I'd gradually been getting into the mood to watch Peter Jackson's adaptation of The Fellowship of the Ring for a couple years. In the two years before leaving the U.S., I read The Lord of the Rings twice, first in my hardback and then as an audiobook in the last month before I left the country. At that point I wasn't at all in the mood for Jackson's movies and it'd become clear to me just how tonally different the book is to them. It may be that I was identifying with book Frodo in ways I couldn't with movie Frodo, too. Elijah Wood was a smooth-faced boy while the Frodo of the book was a hobbit of fifty years when he left the Shire. I felt closer to the stage of maturity and age Frodo is shown to have in the book but I think, even more than that, the process Frodo went through before leaving the Shire, of gradually selling or giving away his home and possessions, over the course of months before leaving, seemed to mirror my own experience. I was listening to that audiobook in my car while I drove to places where I could sell my books or donate a lot of my clothes. And there was the sense of doom hanging over everything. Corona was just gaining traction but I'd had an impression of incremental decline in my home city of San Diego for years.

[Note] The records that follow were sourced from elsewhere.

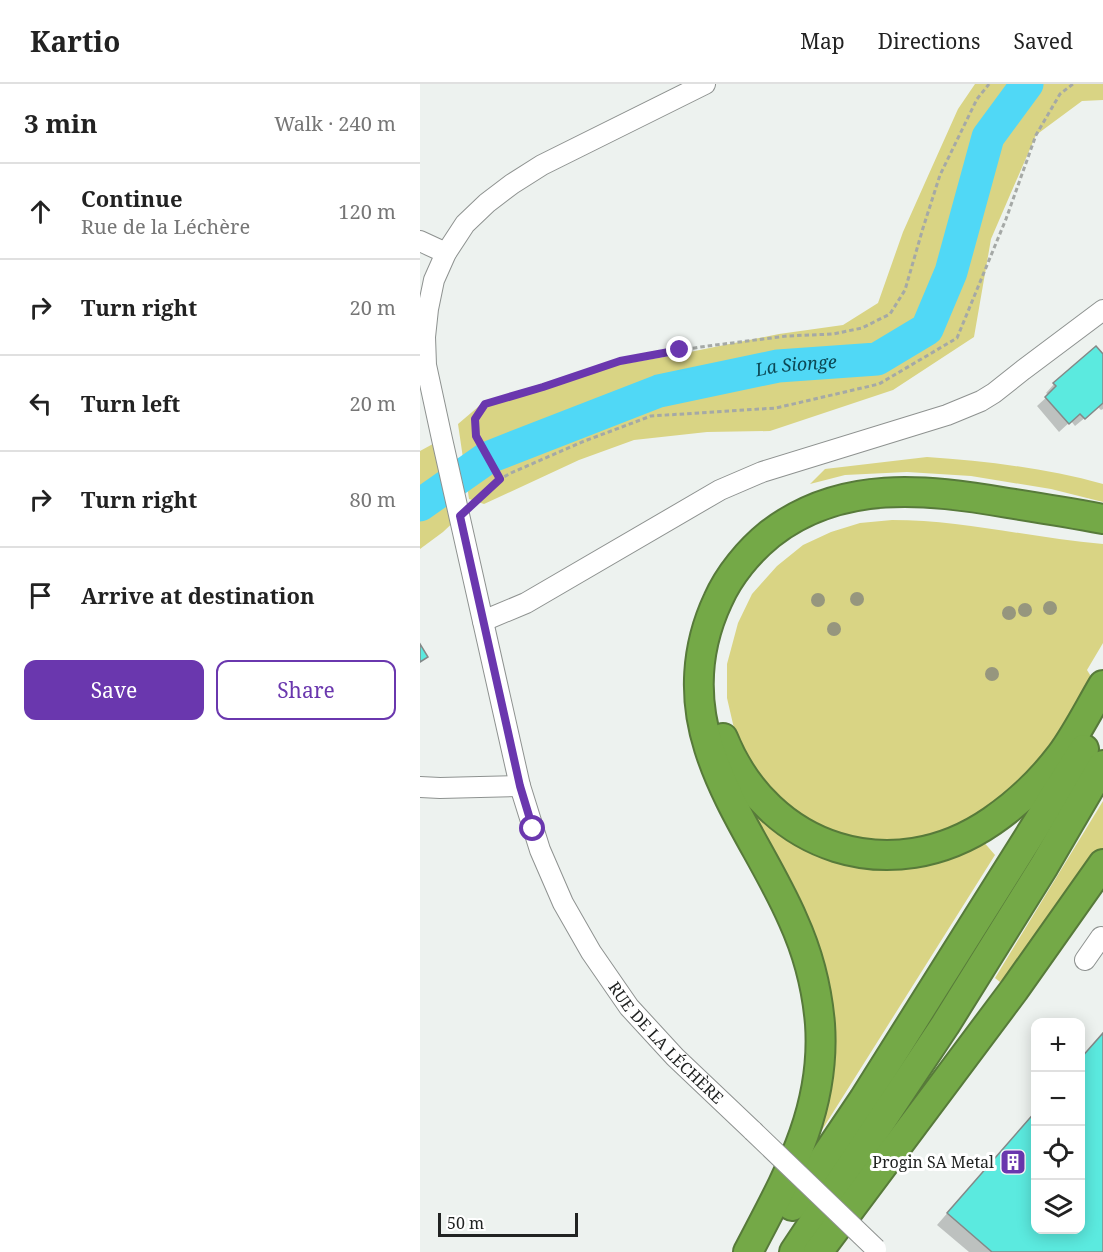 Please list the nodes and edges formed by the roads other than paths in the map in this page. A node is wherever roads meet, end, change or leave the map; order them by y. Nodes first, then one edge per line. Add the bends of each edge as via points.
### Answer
1 (705, 84) edge
2 (420, 241) edge
3 (446, 253) junction
4 (1103, 310) edge
5 (1103, 519) edge
6 (1103, 534) edge
7 (483, 621) junction
8 (1103, 685) edge
9 (1103, 719) edge
10 (1103, 765) edge
11 (520, 786) junction
12 (420, 787) edge
13 (1103, 864) edge
14 (1102, 937) edge
15 (1085, 960) dead end
16 (878, 1250) edge
17 (748, 1252) edge
18 (761, 1252) edge
19 (794, 1252) edge
20 (818, 1252) edge

1 - 3 street, RUE DE LA LÉCHÈRE via 589,140 512,184 465,224
2 - 3 street
3 - 7 street, RUE DE LA LÉCHÈRE via 434,280 428,309 426,365
4 - 7 street via 981,401 740,481 526,603
5 - 17 highway via 950,494 898,491 860,495 819,506 785,523 761,541 720,595 700,659 699,698 705,732 723,784 800,938 816,993 820,1041 816,1089 804,1136
6 - 8 highway via 916,508 880,509 831,520 793,538 769,556 750,579 724,627 715,679 716,709 723,738 738,770 758,797 789,825 817,841 845,850 885,855 925,851 952,842 1001,814 1037,783 1062,754
7 - 11 street, RUE DE LA LÉCHÈRE
9 - 18 highway via 943,976
10 - 19 highway via 945,1025
11 - 12 street
11 - 16 street, RUE DE LA LÉCHÈRE, bridge via 540,850 563,903 629,1007 675,1057
13 - 20 highway
14 - 15 street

I did love the Peter Jackson movies when they came out twenty years ago. I remember watching Fellowship of the Ring before driving to Seattle, my first big road trip, and it calmed my nerves a lot. The film presents more of a young man's adventure rather than an unseasonable exile.
But Japan is no Mordor. Frodo was going towards a bleak and horrible destination while I was fleeing to someplace I'd always longed to visit. And I found the good impressions I'd had of Japan not only proved to be true but better than I'd cautiously imagined. Maybe it's working with kids, too, that got me in the mood for the films again, though Lord of the Rings is sadly not popular or even well known around here.
I could watch them on Australian Netflix if I used my VPN but only the theatrical cuts and that just seems pointless. I was pleased to find HBOMax has the extended editions.
As with Labyrinth, I marvelled at what a feast Fellowship of the Ring is in terms of production design. But of course it's even more ambitious than that. What a miracle this movie was financed, a movie that's so many things. What other movie has scenes like the boys reuniting in effervescent Rivendell along with scenes of the billowing black smoke creature in Moria? A movie with an amusing birthday party and also heads being lopped off? Few movies dare to devote so much time to such disparate tones, at least in Hollywood now. The closest analogy I can think of is the old biblical epics or certain Bollywood films. Films designed for audiences who plan their whole day around one very long movie.
It begins all wrong, with a history lesson, Cate Blanchett dumping exposition on us. Everyone knows you're not supposed to do something like that. The book doesn't start that way, every movie that imitated Jackson's was just shooting itself in the foot. In itself, the info-dump in Fellowship isn't good cinema but when taken as part of the whole it works very well. It really is a history lesson so when you start to get little call-backs throughout the film, new little snippets of Isildur or Sauron, it feels like encountering some real, physical evidence of something you heard about in a history class long ago. It gives you a nice, creeping feeling of having been warned, but not having appreciated the warnings, far in advance.
The film's excessive closeups, that were so refreshing at the time, haven't aged well. My opinion may change on that in ten years. But they don't hold up like Sergio Leone's famous long closeups primarily because of the pace of the editing. Leone lingered on closeups but he also lingered on wide shots more.
The performances and casting are all pitch perfect, though I might quibble over Elijah Wood and Sean Astin. I've always felt British or Irish actors would've been better in the roles and I still do. But they're not really bad. Ian McKellen has the perfect combination of warmth and wisdom and a genius for subtle but clear expression. Viggo Mortensen has that cagey stillness about him moderated by subtle, sensitive quirks of the eyebrow or a faint grin. He really comes off as self-possessed, someone perfectly suited for leadership. Sean Bean, jockeying for time among everything else in this movie, believably establishes Boromir as a man torn between resentment and respect for Aragorn.
Jackson generates terrific excitement. The Moria sequences have a real swashbuckling sense to them. Gandalf's apparent death is still gut-wrenching.
I just realised December this year will mark the 20th anniversary of the film's premiere. Twenty years is a long time but it's recent enough to still seem like a miracle of modern cinema. To me, anyway. To plenty of kids, it's as ancient as the Great Depression or World War I.